----- INPUT RECORDS

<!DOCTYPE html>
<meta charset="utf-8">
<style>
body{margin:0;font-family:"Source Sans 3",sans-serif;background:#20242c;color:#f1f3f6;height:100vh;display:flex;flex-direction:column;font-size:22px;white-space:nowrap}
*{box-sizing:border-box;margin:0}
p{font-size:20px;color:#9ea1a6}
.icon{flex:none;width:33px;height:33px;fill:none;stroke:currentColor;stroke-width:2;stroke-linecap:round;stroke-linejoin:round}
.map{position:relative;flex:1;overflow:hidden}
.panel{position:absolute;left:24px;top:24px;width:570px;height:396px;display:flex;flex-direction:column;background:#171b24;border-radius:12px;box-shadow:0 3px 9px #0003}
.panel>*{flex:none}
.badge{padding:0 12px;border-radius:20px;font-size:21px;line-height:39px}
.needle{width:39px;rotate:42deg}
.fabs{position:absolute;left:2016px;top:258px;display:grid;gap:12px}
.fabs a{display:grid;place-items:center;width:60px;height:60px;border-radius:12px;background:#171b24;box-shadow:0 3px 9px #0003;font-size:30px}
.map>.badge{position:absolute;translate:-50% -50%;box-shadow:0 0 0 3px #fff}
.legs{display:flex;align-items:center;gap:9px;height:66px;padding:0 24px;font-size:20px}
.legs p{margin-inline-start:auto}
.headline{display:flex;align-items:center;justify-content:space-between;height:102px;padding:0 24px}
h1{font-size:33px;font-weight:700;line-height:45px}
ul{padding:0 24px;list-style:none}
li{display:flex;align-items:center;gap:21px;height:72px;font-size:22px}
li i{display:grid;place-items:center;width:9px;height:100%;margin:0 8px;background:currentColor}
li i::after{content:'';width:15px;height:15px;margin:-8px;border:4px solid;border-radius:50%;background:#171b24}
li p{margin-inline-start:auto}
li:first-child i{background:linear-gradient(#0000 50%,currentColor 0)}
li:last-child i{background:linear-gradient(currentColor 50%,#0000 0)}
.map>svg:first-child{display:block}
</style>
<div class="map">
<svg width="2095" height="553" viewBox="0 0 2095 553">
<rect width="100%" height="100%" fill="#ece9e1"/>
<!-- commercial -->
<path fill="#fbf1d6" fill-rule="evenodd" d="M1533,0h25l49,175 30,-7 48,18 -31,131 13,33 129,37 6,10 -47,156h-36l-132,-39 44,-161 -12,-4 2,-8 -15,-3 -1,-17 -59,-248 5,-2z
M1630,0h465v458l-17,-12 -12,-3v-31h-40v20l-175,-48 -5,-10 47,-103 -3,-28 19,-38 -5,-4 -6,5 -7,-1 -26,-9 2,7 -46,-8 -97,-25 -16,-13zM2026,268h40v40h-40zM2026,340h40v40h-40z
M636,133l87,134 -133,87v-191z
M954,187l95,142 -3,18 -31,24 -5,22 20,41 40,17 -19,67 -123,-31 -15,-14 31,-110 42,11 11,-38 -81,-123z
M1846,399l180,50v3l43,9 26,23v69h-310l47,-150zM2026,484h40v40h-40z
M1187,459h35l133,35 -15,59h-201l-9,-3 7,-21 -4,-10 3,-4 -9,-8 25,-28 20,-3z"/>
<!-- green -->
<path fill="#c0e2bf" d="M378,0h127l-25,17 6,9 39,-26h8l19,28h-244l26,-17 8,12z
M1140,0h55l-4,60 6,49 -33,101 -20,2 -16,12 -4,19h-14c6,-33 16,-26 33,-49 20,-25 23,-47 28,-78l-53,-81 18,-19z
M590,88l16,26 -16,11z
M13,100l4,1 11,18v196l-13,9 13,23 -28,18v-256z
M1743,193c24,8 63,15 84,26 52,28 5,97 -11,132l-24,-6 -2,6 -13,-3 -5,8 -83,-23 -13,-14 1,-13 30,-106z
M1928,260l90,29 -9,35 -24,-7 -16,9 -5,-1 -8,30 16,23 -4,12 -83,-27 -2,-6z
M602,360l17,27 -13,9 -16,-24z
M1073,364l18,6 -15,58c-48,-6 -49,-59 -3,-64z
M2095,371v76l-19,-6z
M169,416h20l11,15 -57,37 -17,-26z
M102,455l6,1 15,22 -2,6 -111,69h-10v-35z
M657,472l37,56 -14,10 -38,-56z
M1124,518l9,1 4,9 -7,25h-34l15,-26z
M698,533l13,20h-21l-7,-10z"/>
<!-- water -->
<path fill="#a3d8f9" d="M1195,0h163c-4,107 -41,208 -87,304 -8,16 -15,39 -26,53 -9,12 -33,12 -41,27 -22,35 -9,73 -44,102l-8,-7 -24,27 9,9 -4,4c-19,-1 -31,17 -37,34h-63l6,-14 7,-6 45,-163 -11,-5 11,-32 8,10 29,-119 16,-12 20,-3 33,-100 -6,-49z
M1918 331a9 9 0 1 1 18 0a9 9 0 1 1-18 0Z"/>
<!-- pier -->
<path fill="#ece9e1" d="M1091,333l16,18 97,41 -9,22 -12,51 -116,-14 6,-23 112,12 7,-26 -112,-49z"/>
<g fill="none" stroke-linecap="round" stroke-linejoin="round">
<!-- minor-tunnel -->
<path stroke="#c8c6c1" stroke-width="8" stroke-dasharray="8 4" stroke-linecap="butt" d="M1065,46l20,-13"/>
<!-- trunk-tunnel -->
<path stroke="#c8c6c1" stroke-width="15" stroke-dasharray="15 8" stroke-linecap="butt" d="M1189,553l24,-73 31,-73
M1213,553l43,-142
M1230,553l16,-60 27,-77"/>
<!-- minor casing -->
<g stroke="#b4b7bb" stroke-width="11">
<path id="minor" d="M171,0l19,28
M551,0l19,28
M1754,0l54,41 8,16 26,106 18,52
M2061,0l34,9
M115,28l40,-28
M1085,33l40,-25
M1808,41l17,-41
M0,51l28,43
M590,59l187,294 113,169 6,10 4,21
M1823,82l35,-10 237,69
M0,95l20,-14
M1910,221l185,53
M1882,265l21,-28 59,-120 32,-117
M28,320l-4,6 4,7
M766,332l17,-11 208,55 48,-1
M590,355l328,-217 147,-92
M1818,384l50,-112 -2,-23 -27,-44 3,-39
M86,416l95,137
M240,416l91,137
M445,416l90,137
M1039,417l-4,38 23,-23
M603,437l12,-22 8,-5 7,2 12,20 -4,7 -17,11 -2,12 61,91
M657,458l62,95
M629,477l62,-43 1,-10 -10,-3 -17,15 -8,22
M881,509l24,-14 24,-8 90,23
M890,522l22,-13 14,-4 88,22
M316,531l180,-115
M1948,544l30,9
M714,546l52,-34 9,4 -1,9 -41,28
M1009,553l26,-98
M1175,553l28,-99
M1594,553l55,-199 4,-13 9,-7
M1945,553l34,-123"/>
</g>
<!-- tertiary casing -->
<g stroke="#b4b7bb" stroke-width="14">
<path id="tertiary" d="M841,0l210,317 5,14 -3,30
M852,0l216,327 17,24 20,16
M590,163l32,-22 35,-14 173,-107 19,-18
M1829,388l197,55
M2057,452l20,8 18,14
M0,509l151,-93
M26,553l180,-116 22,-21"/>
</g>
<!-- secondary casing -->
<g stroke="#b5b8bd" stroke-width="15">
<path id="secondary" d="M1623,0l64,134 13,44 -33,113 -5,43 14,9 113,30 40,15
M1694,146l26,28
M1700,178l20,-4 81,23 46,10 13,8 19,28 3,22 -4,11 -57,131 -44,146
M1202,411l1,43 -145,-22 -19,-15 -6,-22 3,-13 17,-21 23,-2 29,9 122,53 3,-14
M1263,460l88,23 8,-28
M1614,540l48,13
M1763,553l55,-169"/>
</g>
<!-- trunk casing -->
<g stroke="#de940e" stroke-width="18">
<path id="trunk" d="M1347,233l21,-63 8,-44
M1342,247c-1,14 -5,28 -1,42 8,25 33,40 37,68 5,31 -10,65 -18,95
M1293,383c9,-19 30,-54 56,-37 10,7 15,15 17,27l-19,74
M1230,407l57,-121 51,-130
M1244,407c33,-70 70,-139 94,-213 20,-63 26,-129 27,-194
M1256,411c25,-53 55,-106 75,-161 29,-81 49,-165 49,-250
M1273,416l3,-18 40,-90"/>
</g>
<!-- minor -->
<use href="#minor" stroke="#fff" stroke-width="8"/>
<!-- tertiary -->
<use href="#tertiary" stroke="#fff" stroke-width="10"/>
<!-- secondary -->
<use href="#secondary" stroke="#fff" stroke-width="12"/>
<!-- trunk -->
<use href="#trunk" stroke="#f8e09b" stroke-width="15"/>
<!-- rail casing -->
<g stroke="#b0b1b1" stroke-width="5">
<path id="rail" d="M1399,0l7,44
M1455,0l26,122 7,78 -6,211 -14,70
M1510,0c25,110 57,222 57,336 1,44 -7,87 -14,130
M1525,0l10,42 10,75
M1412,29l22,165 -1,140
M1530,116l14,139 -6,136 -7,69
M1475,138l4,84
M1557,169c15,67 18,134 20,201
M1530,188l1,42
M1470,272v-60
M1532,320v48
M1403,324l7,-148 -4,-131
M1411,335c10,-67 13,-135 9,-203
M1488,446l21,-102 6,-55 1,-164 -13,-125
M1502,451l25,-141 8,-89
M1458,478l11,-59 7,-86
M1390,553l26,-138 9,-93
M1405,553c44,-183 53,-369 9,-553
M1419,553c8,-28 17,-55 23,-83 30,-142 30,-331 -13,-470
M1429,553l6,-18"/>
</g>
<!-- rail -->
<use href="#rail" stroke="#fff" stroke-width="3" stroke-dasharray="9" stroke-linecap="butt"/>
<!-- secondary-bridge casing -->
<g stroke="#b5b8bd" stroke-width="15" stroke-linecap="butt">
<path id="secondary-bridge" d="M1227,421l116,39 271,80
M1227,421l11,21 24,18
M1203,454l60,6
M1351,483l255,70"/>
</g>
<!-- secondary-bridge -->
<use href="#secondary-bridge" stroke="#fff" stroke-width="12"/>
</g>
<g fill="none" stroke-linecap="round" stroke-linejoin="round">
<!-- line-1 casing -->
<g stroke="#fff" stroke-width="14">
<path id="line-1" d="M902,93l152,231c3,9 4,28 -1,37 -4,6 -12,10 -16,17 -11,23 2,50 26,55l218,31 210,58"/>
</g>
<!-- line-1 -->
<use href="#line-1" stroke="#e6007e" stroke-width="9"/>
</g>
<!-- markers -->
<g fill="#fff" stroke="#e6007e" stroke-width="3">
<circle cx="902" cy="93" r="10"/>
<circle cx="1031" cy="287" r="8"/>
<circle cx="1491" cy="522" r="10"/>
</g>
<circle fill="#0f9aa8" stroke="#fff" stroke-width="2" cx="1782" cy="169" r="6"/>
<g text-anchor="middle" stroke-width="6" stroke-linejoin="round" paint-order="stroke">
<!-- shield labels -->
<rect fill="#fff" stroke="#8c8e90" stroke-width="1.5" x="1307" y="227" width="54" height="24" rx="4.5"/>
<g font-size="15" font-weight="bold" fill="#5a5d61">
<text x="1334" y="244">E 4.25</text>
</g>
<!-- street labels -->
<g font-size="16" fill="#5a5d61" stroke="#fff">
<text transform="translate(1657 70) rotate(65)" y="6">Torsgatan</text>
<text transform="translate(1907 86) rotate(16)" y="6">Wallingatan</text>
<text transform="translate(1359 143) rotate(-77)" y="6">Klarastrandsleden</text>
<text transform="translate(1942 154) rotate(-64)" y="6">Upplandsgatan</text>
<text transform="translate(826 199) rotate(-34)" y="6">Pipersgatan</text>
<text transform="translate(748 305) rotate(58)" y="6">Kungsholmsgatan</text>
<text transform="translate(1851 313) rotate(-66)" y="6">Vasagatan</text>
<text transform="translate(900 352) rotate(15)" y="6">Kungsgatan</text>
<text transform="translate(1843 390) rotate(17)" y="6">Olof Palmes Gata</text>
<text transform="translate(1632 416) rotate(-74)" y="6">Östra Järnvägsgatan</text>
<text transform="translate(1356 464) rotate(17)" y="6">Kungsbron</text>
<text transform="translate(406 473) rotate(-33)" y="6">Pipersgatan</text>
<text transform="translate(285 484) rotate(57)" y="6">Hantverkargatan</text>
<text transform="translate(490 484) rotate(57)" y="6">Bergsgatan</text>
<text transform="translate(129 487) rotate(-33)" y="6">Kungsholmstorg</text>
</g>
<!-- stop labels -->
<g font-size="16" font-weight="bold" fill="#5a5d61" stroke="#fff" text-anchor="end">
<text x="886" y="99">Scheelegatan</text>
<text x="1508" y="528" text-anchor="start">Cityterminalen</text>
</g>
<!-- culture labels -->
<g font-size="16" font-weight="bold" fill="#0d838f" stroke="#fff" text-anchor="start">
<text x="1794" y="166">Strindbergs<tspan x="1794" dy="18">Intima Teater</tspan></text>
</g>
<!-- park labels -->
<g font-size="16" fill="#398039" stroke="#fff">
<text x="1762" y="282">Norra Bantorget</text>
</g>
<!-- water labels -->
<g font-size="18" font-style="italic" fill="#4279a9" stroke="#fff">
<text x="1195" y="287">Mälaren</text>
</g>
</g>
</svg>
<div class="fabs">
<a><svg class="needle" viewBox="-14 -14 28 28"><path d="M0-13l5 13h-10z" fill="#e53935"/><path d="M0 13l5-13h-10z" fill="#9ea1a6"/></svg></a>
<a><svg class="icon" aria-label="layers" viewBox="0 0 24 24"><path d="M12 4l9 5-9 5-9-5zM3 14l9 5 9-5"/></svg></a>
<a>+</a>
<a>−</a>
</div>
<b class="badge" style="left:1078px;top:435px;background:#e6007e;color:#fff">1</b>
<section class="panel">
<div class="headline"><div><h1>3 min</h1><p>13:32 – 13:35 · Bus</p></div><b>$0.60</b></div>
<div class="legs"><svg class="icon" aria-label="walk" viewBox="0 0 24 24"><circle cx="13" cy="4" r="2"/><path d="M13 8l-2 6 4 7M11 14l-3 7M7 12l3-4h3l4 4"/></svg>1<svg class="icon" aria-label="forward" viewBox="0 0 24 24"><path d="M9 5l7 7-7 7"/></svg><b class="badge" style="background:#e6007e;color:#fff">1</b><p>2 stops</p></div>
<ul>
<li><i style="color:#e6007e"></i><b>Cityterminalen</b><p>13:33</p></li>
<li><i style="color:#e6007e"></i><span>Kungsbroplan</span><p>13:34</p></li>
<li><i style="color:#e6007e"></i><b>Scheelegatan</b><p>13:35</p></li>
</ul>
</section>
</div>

----------
----- INPUT RECORDS

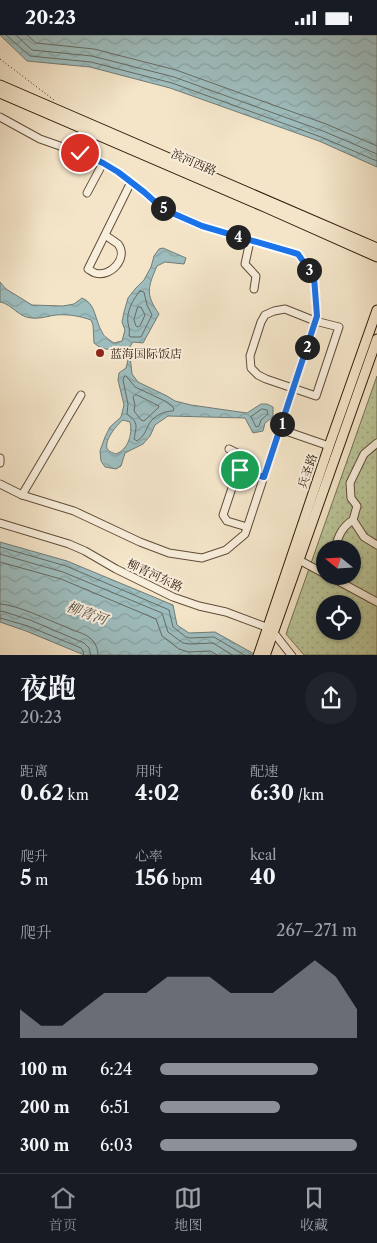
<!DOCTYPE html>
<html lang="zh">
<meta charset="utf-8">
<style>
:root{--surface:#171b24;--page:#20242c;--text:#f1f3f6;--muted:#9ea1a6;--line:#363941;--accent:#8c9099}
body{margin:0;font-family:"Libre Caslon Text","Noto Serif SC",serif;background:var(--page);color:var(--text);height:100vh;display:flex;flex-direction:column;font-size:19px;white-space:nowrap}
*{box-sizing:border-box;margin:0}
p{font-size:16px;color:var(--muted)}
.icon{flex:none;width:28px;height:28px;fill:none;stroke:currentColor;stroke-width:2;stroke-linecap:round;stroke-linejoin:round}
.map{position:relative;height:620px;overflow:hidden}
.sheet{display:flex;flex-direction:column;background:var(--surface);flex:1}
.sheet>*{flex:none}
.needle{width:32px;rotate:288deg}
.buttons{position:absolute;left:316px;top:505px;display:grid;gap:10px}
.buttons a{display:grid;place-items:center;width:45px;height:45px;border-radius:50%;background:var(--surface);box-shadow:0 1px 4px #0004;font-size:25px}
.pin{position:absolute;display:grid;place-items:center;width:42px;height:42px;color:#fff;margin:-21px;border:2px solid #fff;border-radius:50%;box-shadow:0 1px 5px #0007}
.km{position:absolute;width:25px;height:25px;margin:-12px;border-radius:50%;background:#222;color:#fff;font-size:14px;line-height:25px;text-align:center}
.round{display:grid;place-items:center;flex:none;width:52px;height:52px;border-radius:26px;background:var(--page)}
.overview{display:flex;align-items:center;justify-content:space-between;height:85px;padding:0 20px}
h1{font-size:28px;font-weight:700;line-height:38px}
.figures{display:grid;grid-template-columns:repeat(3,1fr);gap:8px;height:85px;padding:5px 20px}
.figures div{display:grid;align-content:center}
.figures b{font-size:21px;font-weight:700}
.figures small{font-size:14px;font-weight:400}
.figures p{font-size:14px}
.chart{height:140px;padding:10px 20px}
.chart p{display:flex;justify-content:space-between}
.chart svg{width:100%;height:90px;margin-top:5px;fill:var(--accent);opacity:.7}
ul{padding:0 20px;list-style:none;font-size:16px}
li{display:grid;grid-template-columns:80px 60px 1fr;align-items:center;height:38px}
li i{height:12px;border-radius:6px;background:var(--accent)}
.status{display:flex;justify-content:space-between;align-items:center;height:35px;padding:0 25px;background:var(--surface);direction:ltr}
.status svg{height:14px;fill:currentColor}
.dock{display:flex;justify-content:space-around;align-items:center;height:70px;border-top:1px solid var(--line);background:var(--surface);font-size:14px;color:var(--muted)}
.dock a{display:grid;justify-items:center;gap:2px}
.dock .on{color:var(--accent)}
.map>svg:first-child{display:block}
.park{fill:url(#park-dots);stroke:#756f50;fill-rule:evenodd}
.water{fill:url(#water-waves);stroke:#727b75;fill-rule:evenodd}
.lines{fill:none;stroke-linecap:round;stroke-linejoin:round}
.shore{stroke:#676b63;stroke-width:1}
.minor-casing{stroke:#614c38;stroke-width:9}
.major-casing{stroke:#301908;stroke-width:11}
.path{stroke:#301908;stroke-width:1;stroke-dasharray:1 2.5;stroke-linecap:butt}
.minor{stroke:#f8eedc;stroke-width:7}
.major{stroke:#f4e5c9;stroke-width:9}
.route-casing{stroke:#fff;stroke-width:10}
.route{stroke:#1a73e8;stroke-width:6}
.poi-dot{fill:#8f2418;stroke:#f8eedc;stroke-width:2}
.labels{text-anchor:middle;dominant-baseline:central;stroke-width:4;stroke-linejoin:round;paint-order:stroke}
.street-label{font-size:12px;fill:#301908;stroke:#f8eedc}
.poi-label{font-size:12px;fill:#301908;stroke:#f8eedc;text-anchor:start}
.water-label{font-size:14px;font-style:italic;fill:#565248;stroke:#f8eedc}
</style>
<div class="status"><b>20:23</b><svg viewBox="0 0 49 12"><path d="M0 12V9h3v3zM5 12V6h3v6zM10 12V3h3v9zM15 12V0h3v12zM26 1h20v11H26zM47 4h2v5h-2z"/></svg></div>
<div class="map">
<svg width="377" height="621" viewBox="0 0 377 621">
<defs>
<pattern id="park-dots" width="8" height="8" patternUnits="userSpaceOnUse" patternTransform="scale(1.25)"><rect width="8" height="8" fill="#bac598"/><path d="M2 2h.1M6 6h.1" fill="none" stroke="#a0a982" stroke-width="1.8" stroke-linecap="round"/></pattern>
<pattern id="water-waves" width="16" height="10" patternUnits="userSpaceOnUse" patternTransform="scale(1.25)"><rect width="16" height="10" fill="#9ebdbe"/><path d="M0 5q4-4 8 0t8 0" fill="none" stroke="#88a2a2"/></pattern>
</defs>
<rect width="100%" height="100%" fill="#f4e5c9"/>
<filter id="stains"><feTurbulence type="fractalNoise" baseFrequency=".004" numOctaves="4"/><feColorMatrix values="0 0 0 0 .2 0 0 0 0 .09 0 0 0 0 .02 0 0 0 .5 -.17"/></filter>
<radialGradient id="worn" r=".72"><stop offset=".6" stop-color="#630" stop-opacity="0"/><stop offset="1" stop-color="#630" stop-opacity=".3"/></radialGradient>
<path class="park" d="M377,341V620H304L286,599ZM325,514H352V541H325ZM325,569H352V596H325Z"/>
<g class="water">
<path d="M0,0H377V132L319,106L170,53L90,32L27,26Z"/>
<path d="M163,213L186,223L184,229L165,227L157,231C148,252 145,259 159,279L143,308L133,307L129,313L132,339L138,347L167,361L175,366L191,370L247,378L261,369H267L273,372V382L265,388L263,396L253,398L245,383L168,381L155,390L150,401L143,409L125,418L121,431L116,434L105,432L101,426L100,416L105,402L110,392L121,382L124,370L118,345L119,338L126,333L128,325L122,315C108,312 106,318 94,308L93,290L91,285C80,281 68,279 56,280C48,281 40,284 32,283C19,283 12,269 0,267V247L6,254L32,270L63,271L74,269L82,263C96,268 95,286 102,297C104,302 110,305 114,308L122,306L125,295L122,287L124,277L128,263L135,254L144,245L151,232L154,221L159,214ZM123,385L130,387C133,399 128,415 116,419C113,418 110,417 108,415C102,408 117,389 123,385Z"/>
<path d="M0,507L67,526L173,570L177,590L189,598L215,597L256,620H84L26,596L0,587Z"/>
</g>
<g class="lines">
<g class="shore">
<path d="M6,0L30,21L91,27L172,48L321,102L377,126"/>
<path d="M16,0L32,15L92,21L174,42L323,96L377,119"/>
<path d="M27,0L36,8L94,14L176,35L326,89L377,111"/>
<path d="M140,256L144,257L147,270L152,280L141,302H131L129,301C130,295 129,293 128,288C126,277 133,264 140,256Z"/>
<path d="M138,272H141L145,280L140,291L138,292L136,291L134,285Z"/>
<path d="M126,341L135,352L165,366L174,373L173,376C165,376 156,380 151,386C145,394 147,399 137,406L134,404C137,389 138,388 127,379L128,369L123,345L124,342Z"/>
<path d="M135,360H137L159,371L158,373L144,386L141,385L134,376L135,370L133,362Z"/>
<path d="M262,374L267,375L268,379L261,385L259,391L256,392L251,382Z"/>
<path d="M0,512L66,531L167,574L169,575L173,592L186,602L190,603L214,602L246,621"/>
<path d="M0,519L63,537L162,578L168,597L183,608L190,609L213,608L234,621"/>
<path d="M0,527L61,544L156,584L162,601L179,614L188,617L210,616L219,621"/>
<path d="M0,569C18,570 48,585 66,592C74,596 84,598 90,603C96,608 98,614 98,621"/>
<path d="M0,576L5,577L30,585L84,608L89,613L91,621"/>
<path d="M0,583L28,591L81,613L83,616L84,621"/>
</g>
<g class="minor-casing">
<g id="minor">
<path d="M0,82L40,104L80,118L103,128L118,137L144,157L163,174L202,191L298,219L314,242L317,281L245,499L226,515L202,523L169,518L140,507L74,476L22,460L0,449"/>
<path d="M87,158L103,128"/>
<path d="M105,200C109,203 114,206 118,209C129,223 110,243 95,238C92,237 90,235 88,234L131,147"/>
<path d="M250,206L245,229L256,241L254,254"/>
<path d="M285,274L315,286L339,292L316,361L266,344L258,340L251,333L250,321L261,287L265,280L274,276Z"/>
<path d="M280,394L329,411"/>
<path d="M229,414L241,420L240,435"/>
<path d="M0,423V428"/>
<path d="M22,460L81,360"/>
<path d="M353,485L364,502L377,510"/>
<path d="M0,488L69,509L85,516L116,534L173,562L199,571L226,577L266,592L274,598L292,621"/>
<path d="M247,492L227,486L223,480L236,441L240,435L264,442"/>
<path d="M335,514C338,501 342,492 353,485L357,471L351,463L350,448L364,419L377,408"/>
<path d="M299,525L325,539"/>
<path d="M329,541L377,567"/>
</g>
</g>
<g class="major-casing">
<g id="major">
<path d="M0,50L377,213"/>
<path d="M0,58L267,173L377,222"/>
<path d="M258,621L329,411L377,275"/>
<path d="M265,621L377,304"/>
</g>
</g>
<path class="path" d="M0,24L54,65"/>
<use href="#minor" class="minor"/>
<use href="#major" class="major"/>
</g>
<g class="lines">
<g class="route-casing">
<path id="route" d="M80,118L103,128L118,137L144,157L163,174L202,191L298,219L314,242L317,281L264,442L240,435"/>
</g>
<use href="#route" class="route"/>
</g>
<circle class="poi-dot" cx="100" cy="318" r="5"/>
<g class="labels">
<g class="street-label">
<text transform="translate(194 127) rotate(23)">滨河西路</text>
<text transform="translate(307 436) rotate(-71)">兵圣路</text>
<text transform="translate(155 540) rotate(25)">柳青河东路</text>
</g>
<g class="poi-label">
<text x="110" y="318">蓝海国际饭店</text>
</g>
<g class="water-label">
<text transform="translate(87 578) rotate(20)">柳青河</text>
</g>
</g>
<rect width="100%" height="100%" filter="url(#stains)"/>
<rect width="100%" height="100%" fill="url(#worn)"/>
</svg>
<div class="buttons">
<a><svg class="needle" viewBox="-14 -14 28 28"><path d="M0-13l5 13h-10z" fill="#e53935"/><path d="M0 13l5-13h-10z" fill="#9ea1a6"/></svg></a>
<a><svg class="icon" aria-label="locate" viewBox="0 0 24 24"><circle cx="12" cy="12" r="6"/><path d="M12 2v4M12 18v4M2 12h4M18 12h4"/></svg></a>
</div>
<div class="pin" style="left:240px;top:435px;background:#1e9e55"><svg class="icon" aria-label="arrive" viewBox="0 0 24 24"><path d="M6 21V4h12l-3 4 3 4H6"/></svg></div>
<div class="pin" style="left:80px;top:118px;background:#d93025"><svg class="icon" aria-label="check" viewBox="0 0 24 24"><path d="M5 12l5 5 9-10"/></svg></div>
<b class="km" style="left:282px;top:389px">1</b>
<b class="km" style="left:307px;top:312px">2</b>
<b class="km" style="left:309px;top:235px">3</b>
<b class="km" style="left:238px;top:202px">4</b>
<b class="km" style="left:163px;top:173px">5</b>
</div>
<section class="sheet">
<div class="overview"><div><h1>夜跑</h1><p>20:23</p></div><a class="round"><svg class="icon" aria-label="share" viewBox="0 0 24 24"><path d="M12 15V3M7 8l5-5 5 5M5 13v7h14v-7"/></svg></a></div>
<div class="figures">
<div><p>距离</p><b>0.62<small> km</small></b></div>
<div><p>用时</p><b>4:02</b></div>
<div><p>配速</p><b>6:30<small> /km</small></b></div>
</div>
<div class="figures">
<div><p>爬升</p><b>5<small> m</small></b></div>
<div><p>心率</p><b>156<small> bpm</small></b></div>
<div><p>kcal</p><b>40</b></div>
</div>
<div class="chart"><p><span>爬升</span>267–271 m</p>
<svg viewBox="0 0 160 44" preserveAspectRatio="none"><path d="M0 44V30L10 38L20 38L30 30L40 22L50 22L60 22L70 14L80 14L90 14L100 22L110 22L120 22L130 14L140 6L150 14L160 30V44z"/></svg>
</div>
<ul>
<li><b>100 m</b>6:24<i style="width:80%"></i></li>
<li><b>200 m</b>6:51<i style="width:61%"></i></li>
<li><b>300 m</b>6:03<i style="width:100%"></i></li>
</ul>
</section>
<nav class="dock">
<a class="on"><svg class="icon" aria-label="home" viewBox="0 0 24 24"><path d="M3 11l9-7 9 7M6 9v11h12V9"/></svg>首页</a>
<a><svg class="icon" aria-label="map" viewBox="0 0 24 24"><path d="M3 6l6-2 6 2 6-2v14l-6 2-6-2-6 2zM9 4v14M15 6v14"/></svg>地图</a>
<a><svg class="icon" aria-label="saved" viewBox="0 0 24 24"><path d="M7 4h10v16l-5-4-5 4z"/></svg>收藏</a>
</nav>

----------

**WHAT YOU HAVE TO DO:** If the string "worn" appears in a line of the data above, that line counts. State how many such lines there are and nothing more.

**COMPLETED EXERCISE:** 2